A mother fights her daughter’s secret school transition and shows how patience, boundaries, and truth helped her desist

When people ask how a young person desists from a transgender identity, they often imagine a dramatic turning point. In reality, it usually happens the way many other adolescent crises resolve – slowly and unevenly, through the steady presence of adults who refuse to give up on reality.

Part two of The Desistance Series tells the story of January Littlejohn, a Florida mother who unexpectedly became a central figure in the parental rights movement when she and her husband became the first parents in the United States to sue their daughter’s school for secretly socially transitioning her without their knowledge.

Their case was extraordinary for another reason. It happened in Florida, a conservative state where many parents assumed schools would respect parental authority. January and her husband discovered otherwise.

Their daughter was thirteen when the situation began to unravel. Like many girls of her generation, she had become immersed in online identity culture. Within a short period of time she cycled through four different identities, each one encouraged by friends and reinforced by school staff who treated these declarations as settled realities rather than the fluid experimentation typical of adolescence.

The school facilitated the process. Teachers helped change her name and pronouns and encouraged her to meet with staff members about her “identity”. None of this was shared with her parents.

When January discovered what had happened, she did something many parents regret not doing; she took the phone away.

For a teenager whose social world exists largely online, this was a seismic moment.
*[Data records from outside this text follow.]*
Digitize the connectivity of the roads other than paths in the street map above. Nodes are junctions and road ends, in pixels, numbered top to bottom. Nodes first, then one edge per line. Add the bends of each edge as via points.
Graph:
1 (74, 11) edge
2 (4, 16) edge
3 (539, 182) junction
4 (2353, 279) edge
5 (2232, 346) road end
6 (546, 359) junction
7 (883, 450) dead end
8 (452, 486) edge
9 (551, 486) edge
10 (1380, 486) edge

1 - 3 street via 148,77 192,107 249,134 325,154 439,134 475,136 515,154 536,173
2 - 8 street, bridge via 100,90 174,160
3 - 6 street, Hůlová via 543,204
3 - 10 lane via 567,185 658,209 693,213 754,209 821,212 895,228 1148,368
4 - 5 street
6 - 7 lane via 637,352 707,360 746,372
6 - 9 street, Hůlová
January understood that the digital environment was influencing her daughter and, even worse, alienating her from her parents. Online communities were actively shaping her daughter’s beliefs about herself and feeding a narrative that presented medical transition as both necessary and heroic.

Removing the phone created space. It did not solve everything and it initially made things harder. The school had already undermined the relationship between parent and child by positioning itself as a safe and benevolent authority. January suddenly found herself in the position many parents of trans-identified children recognise – trying to rebuild trust that had been eroded by online strangers and by a school that was neither sufficiently informed nor equipped to protect her child.

This required patience. She focused first on restoring the relationship rather than winning the argument. Conversations were slow to start and often tense. Her daughter was often angry with her, but January held the line. She combined clear boundaries with a steady insistence that her daughter was loved and that the family would face the situation together.

Gradually the conversations deepened. One pivotal moment came when January showed her daughter the actual consent form used by Planned Parenthood for testosterone. Instead of abstract slogans about becoming one’s “true self”, the document listed the physical effects in plain medical language – baldness, vaginal atrophy, permanent voice changes, and irreversible alterations to the body.

This exploded the fantasy of transition and ensured that her daughter’s imagination collided with reality. The promise that had circulated among peers and online communities began to look very different when placed beside the concrete consequences for a female body. Many parents have tried something similar and it did not work, but it did for January’s daughter.

The shift did not happen overnight – desistance rarely does. But the spell began to weaken.

Over time, January’s daughter stepped back from identifying as transgender. The intense certainty faded. Adolescence continued in its ordinary complicated way, without the looming prospect of medicalisation.

January’s story illustrates how the forces pushing children toward a transgender identity are often social and environmental. Peer groups, online communities, and institutional encouragement can create a powerful current that sweeps a young person along.

Like the parents featured throughout The Desistance Series, January did not rely on a single technique or argument. Her approach combined practical boundaries, honest information, and a refusal to abandon her authority as a parent.

January Littlejohn’s story offers an answer many parents are desperate to hear.

Desistance is possible and parental authority is necessary.